Demokratik toplumları bir arada tutmak için ifade özgürlüğü ve oy verme hakkı dışında neye ihtiyaç vardır? Hukukun üstünlüğü yeterli midir, yoksa ortak değerlere, etiğe, ahlaka ihtiyacımız var mıdır? Tüm bunlarda dinin rolü nedir; liberal demokrasi için destek mi yoksa köstek mi?’’ Ian Buruma, kitabında din ve demokrasinin nasıl bir arada var olabileceğine dair önemli tespitlerde bulunuyor.

ÖZGÜR DUYGU DURGUN

Malumunuz Haziran’a gergin bir başlangıç yaptık. 7 Haziran seçimleri ve ardından gelen koalisyon tahminleri hâlâ siyasi gündemin bir numaralı meselesi.

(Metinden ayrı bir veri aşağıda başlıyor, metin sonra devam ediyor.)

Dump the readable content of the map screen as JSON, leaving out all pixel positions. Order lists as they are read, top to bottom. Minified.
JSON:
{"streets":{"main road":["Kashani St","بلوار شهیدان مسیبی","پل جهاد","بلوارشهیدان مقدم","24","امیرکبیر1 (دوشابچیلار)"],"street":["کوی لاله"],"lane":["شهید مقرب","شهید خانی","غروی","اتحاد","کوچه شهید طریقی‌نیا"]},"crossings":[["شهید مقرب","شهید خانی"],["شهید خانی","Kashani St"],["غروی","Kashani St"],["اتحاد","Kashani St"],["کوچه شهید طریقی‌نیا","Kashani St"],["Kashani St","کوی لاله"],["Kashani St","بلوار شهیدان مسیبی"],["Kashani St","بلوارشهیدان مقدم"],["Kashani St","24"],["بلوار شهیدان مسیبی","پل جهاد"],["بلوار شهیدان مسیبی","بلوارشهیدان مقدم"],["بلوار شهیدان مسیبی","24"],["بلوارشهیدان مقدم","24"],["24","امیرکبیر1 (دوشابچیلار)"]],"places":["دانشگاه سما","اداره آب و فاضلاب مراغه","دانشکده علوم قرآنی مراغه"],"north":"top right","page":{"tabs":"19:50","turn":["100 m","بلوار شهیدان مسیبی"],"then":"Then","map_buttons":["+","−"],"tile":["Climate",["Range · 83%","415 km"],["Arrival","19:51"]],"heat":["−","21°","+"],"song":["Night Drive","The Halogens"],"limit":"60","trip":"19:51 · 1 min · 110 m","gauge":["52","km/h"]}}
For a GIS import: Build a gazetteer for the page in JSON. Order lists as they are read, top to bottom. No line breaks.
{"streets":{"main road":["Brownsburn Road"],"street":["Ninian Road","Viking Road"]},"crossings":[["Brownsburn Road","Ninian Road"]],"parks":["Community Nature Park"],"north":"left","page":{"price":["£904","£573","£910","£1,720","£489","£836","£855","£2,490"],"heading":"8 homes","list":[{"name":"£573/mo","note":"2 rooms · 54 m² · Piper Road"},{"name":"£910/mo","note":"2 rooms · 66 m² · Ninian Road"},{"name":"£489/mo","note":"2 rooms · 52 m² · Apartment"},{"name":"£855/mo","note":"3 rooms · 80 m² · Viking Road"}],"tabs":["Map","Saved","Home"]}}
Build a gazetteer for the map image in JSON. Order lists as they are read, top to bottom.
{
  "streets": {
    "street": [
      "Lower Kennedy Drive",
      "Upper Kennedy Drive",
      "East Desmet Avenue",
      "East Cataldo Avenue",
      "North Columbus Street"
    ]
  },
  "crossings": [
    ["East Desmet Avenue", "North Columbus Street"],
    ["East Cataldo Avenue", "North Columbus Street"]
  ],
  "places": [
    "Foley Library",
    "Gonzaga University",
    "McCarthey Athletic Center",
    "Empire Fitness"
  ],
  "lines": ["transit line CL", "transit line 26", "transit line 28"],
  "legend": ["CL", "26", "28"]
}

Din ve kimlik siyasetinin pompalanması marifetiyle adım adım ciddi bir toplumsal kutuplaşmanın içine itildiğimiz şu dönemde, koalisyon tahminlerine biraz mola verip, kültür araştırmacısı, the New Yorker ve the Guardian’a sık sık yazan ve aynı zamanda Bard Collage’da ders veren Ian Buruma’nın Dinin Demokrasiyle İmtihanı: Üç Kıtadan Deneyimler başlıklı kitabına kulak vermenin tam vakti...

Zira kitabın ele aldığı sorular Türkiye’nin 90 yıllık varoluş hikâyesi açısından da dinin demokrasiyle imtihanı konusunda düşündürücü saptamalar içeriyor.
Buruma, Fransız siyasi düşünür ve tarihçi Alexis de Tocquville’in şu sorusunu kitabın iskeleti olarak kurmuş: “Demokratik toplumları bir arada tutmak için ifade özgürlüğü ve oy verme hakkı dışında neye ihtiyaç vardır? Hukukun üstünlüğü yeterli midir, yoksa ortak değerlere, etiğe, ahlaka ihtiyacımız var mıdır? Tüm bunlarda dinin rolü nedir; liberal demokrasi için destek mi yoksa köstek mi?”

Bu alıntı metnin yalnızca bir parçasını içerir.